━━ Information shown ━━

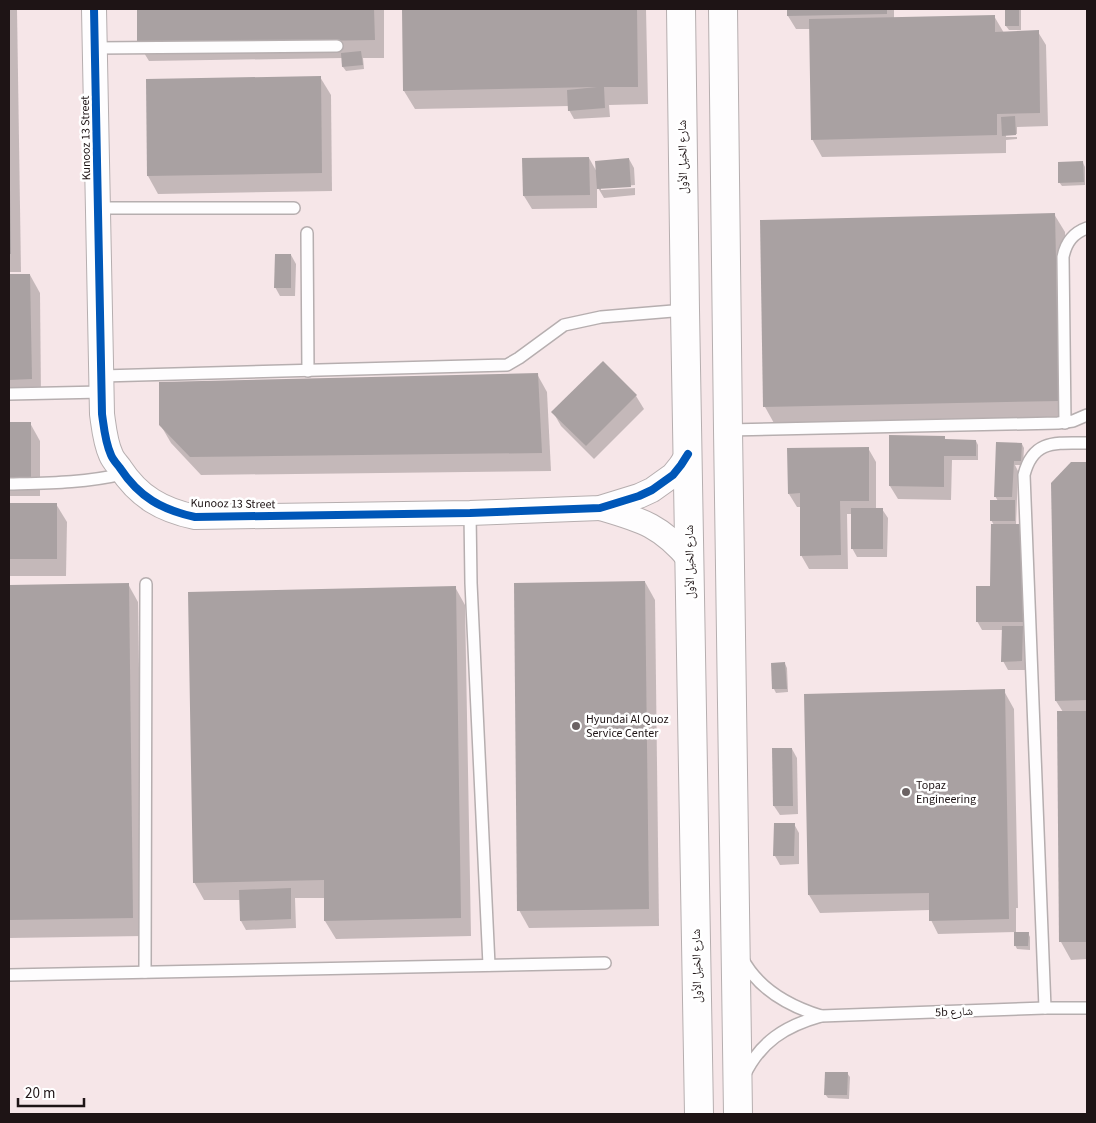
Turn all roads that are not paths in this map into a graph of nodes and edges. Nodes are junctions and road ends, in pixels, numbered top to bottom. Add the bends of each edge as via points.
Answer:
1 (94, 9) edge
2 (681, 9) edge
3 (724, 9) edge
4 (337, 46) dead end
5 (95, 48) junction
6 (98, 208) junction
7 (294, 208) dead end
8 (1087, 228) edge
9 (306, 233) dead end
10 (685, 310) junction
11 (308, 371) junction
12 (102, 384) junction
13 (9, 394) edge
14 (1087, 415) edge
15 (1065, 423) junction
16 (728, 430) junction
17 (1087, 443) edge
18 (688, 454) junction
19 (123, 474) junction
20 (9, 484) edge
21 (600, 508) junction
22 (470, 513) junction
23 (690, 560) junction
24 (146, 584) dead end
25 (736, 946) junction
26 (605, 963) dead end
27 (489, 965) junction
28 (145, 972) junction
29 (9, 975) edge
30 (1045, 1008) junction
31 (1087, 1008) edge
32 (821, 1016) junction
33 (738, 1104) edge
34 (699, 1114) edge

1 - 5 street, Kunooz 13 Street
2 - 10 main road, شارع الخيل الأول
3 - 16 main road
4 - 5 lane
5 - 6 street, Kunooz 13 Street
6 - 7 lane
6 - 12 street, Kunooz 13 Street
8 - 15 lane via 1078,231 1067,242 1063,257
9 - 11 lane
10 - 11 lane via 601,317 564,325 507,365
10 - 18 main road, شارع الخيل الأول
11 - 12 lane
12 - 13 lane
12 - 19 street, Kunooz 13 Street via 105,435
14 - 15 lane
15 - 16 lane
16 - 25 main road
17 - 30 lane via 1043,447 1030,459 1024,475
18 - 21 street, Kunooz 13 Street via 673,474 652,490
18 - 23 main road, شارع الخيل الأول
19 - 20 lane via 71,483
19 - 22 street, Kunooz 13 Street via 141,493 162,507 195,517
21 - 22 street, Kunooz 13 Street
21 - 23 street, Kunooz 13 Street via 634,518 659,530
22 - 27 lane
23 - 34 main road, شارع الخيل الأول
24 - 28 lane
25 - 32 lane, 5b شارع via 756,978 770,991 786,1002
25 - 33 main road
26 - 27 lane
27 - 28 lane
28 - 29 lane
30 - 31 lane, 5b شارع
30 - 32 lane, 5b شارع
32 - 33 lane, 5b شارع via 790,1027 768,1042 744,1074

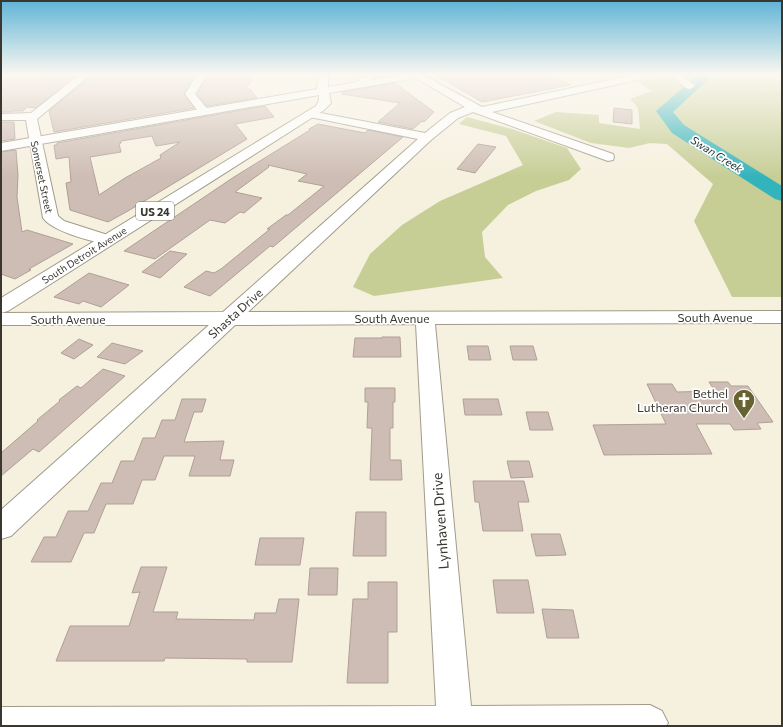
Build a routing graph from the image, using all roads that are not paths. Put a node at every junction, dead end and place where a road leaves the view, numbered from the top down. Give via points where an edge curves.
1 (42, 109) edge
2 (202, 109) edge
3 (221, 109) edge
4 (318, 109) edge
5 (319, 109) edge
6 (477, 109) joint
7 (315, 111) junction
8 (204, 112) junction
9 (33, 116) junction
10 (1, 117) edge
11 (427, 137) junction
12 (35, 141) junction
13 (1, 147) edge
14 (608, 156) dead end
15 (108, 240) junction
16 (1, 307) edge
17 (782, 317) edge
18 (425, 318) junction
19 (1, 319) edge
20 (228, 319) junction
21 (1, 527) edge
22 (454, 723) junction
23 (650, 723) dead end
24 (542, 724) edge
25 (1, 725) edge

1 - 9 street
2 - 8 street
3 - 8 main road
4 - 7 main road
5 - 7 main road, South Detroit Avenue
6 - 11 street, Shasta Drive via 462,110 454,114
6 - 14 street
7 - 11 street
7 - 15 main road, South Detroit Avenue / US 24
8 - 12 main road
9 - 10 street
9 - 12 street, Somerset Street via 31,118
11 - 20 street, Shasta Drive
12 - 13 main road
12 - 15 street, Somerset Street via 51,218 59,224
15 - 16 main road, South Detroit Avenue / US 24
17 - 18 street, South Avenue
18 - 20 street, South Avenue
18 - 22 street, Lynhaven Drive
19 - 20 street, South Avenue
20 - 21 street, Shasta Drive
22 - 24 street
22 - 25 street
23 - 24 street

━━━

Drop the images and transcribe the entries above exactly.

▶ Response
Turn all roads that are not paths in this map into a graph of nodes and edges. Nodes are junctions and road ends, in pixels, numbered top to bottom. Add the bends of each edge as via points.
Answer:
1 (94, 9) edge
2 (681, 9) edge
3 (724, 9) edge
4 (337, 46) dead end
5 (95, 48) junction
6 (98, 208) junction
7 (294, 208) dead end
8 (1087, 228) edge
9 (306, 233) dead end
10 (685, 310) junction
11 (308, 371) junction
12 (102, 384) junction
13 (9, 394) edge
14 (1087, 415) edge
15 (1065, 423) junction
16 (728, 430) junction
17 (1087, 443) edge
18 (688, 454) junction
19 (123, 474) junction
20 (9, 484) edge
21 (600, 508) junction
22 (470, 513) junction
23 (690, 560) junction
24 (146, 584) dead end
25 (736, 946) junction
26 (605, 963) dead end
27 (489, 965) junction
28 (145, 972) junction
29 (9, 975) edge
30 (1045, 1008) junction
31 (1087, 1008) edge
32 (821, 1016) junction
33 (738, 1104) edge
34 (699, 1114) edge

1 - 5 street, Kunooz 13 Street
2 - 10 main road, شارع الخيل الأول
3 - 16 main road
4 - 5 lane
5 - 6 street, Kunooz 13 Street
6 - 7 lane
6 - 12 street, Kunooz 13 Street
8 - 15 lane via 1078,231 1067,242 1063,257
9 - 11 lane
10 - 11 lane via 601,317 564,325 507,365
10 - 18 main road, شارع الخيل الأول
11 - 12 lane
12 - 13 lane
12 - 19 street, Kunooz 13 Street via 105,435
14 - 15 lane
15 - 16 lane
16 - 25 main road
17 - 30 lane via 1043,447 1030,459 1024,475
18 - 21 street, Kunooz 13 Street via 673,474 652,490
18 - 23 main road, شارع الخيل الأول
19 - 20 lane via 71,483
19 - 22 street, Kunooz 13 Street via 141,493 162,507 195,517
21 - 22 street, Kunooz 13 Street
21 - 23 street, Kunooz 13 Street via 634,518 659,530
22 - 27 lane
23 - 34 main road, شارع الخيل الأول
24 - 28 lane
25 - 32 lane, 5b شارع via 756,978 770,991 786,1002
25 - 33 main road
26 - 27 lane
27 - 28 lane
28 - 29 lane
30 - 31 lane, 5b شارع
30 - 32 lane, 5b شارع
32 - 33 lane, 5b شارع via 790,1027 768,1042 744,1074

Build a routing graph from the image, using all roads that are not paths. Put a node at every junction, dead end and place where a road leaves the view, numbered from the top down. Give via points where an edge curves.
1 (42, 109) edge
2 (202, 109) edge
3 (221, 109) edge
4 (318, 109) edge
5 (319, 109) edge
6 (477, 109) joint
7 (315, 111) junction
8 (204, 112) junction
9 (33, 116) junction
10 (1, 117) edge
11 (427, 137) junction
12 (35, 141) junction
13 (1, 147) edge
14 (608, 156) dead end
15 (108, 240) junction
16 (1, 307) edge
17 (782, 317) edge
18 (425, 318) junction
19 (1, 319) edge
20 (228, 319) junction
21 (1, 527) edge
22 (454, 723) junction
23 (650, 723) dead end
24 (542, 724) edge
25 (1, 725) edge

1 - 9 street
2 - 8 street
3 - 8 main road
4 - 7 main road
5 - 7 main road, South Detroit Avenue
6 - 11 street, Shasta Drive via 462,110 454,114
6 - 14 street
7 - 11 street
7 - 15 main road, South Detroit Avenue / US 24
8 - 12 main road
9 - 10 street
9 - 12 street, Somerset Street via 31,118
11 - 20 street, Shasta Drive
12 - 13 main road
12 - 15 street, Somerset Street via 51,218 59,224
15 - 16 main road, South Detroit Avenue / US 24
17 - 18 street, South Avenue
18 - 20 street, South Avenue
18 - 22 street, Lynhaven Drive
19 - 20 street, South Avenue
20 - 21 street, Shasta Drive
22 - 24 street
22 - 25 street
23 - 24 street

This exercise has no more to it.